Technology As a Predictor of Innovation and Performance
When we look at airlines that are renowned for customer service and that demonstrate an ability to consistently innovate to align with customers’ needs and expectations, we inevitably see technology stacks that are well integrated and organizations that are more cohesive. Companies such as JetBlue, which recently launched a venture capital arm, JetBlue Ventures, that aims to invest in technology startups in the travel and hospitality industry, have well-aligned stacks. JetBlue Ventures’ website explains its mission: “While we think about today’s business, we’re also looking beyond the horizon. How can we make the entire travel experience enjoyable, effortless and efficient, now and in 10 years?”
This mission is readily evident in JetBlue’s technology stack.
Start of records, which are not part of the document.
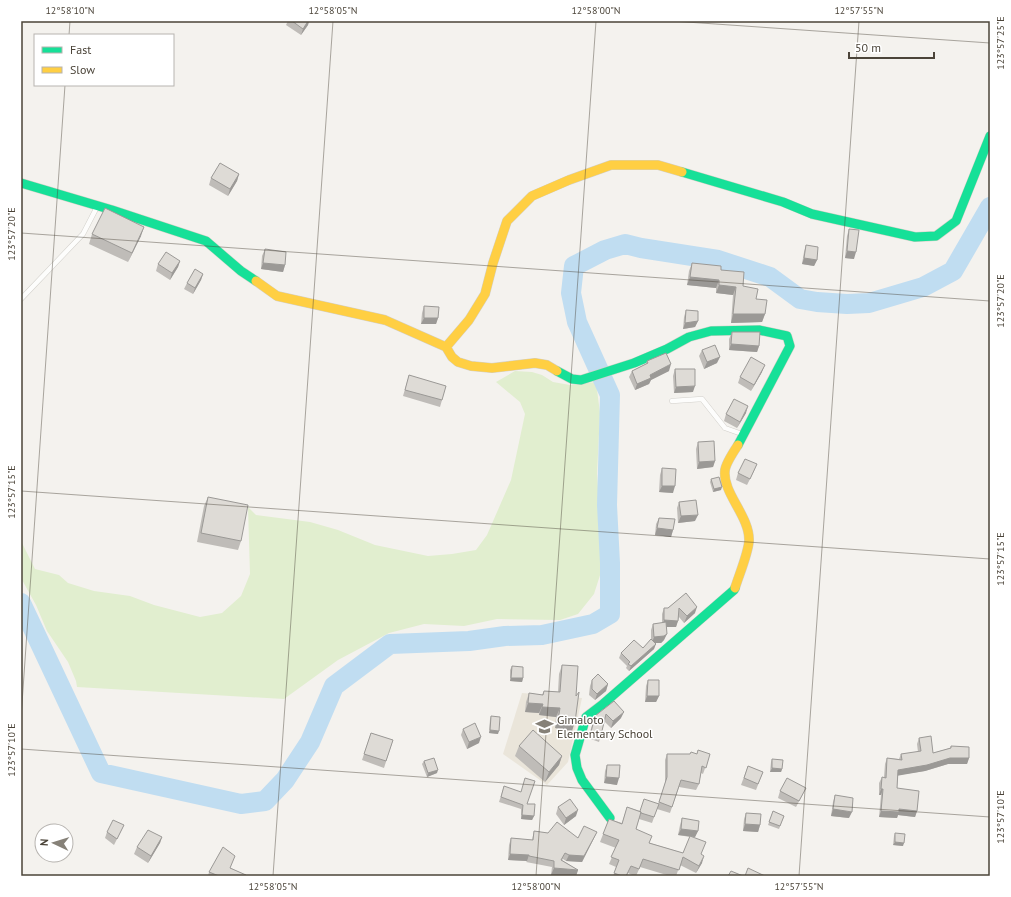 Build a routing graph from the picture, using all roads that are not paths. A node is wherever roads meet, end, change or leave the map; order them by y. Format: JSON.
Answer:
{"nodes":[{"id":1,"x":990,"y":136,"type":"edge"},
{"id":2,"x":21,"y":183,"type":"edge"},
{"id":3,"x":98,"y":205,"type":"junction"},
{"id":4,"x":21,"y":300,"type":"edge"},
{"id":5,"x":446,"y":347,"type":"junction"},
{"id":6,"x":672,"y":401,"type":"dead end"},
{"id":7,"x":744,"y":435,"type":"junction"},
{"id":8,"x":610,"y":818,"type":"edge"}],
"edges":[{"from":1,"to":5,"type":"street"},
{"from":2,"to":3,"type":"street"},
{"from":3,"to":4,"type":"lane"},
{"from":3,"to":5,"type":"street"},
{"from":5,"to":7,"type":"street"},
{"from":6,"to":7,"type":"lane"},
{"from":7,"to":8,"type":"street"}]} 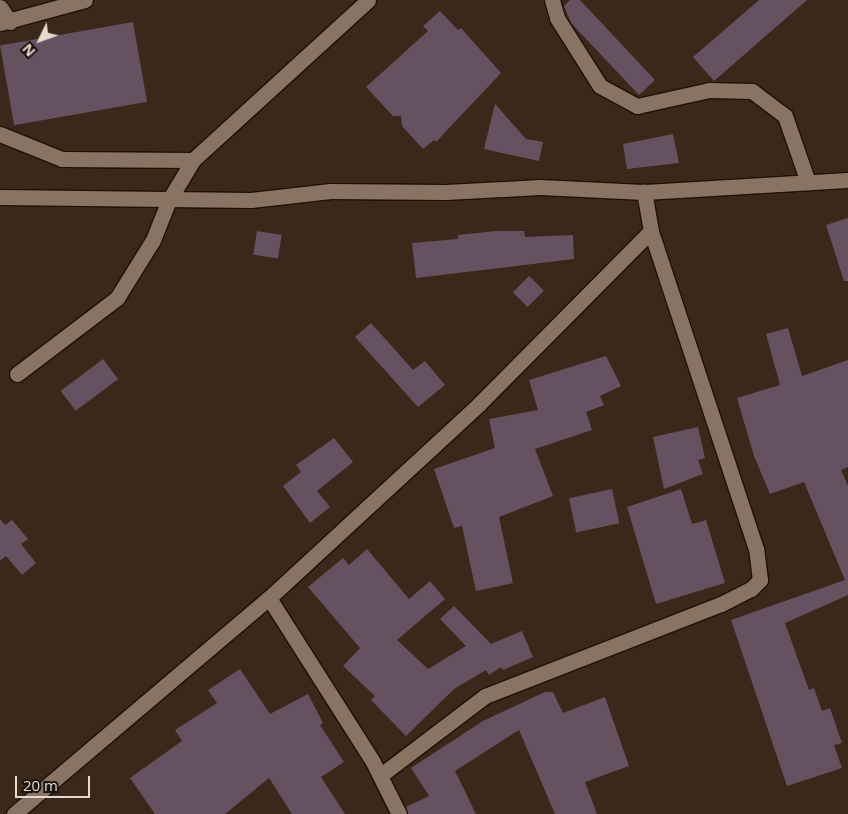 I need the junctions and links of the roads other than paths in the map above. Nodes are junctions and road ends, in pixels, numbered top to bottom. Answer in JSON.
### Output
{"nodes":[{"id":1,"x":85,"y":0,"type":"edge"},
{"id":2,"x":368,"y":0,"type":"edge"},
{"id":3,"x":552,"y":0,"type":"edge"},
{"id":4,"x":0,"y":7,"type":"edge"},
{"id":5,"x":5,"y":22,"type":"edge"},
{"id":6,"x":0,"y":134,"type":"edge"},
{"id":7,"x":193,"y":160,"type":"junction"},
{"id":8,"x":848,"y":180,"type":"edge"},
{"id":9,"x":808,"y":182,"type":"junction"},
{"id":10,"x":644,"y":192,"type":"junction"},
{"id":11,"x":0,"y":197,"type":"edge"},
{"id":12,"x":169,"y":200,"type":"junction"},
{"id":13,"x":651,"y":231,"type":"junction"},
{"id":14,"x":17,"y":374,"type":"dead end"},
{"id":15,"x":269,"y":598,"type":"junction"},
{"id":16,"x":381,"y":775,"type":"junction"},
{"id":17,"x":14,"y":814,"type":"edge"},
{"id":18,"x":399,"y":814,"type":"edge"}],
"edges":[{"from":1,"to":5,"type":"street"},
{"from":2,"to":7,"type":"street"},
{"from":3,"to":9,"type":"street"},
{"from":4,"to":5,"type":"street"},
{"from":6,"to":7,"type":"street"},
{"from":7,"to":12,"type":"street"},
{"from":8,"to":9,"type":"street"},
{"from":9,"to":10,"type":"street"},
{"from":10,"to":12,"type":"street"},
{"from":10,"to":13,"type":"street"},
{"from":11,"to":12,"type":"street"},
{"from":12,"to":14,"type":"street"},
{"from":13,"to":15,"type":"street"},
{"from":13,"to":16,"type":"street"},
{"from":15,"to":16,"type":"street"},
{"from":15,"to":17,"type":"street"},
{"from":16,"to":18,"type":"street"}]}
The airline has adopted technologies that are empowering it to be more nimble and innovative. For example, it is relying heavily on Salesforce’s Heroku. Heroku is key to Salesforce’s mission to empower innovation inside of companies. Salesforce’s website explains, “From day one, our focus has been on delivering innovative tools so developers can put their energy into building great apps.” A former Google App Engine software developer confirms, “Heroku is the new Google App Engine. You can quickly build a new project. It’s up to date on the new hot technologies. It’s used by startups today as well as big companies that want to be innovative.”
Our data reveal that high-performing, innovative airlines are much more likely than their lower-performing counterparts to invest in specific providers of hardware and software. They are, for example, more likely to purchase cloud-monitoring technologies such as AWS CloudWatch to monitor and assess their cloud-technology usage. Comparatively speaking, they are also more in tune with their organizations’ technology usages. As well, they are more concerned about implementing robust technologies that align with customers’ needs. Extensive use of such technologies affords them a powerful edge in terms of ensuring their websites and apps are always online and in terms of prioritizing customer security. It’s not too surprising that two of the airlines with the lowest customer service rankings on the current Fortune 500 list have failed to implement a single cloud-monitoring technology. By doing so, they’ve in essence deprioritized the customer experience.
Technology can function as an immense source of cohesiveness and can cure organizational friction. It can also serve as a debilitating source of friction. One can gain tremendous insight into an organization’s health by analyzing its technology stack. By all accounts, organizations are increasingly wearing their technologies on their sleeves. We should watch out for the ones with highly dysfunctional, albeit expensive, hodgepodges of technologies.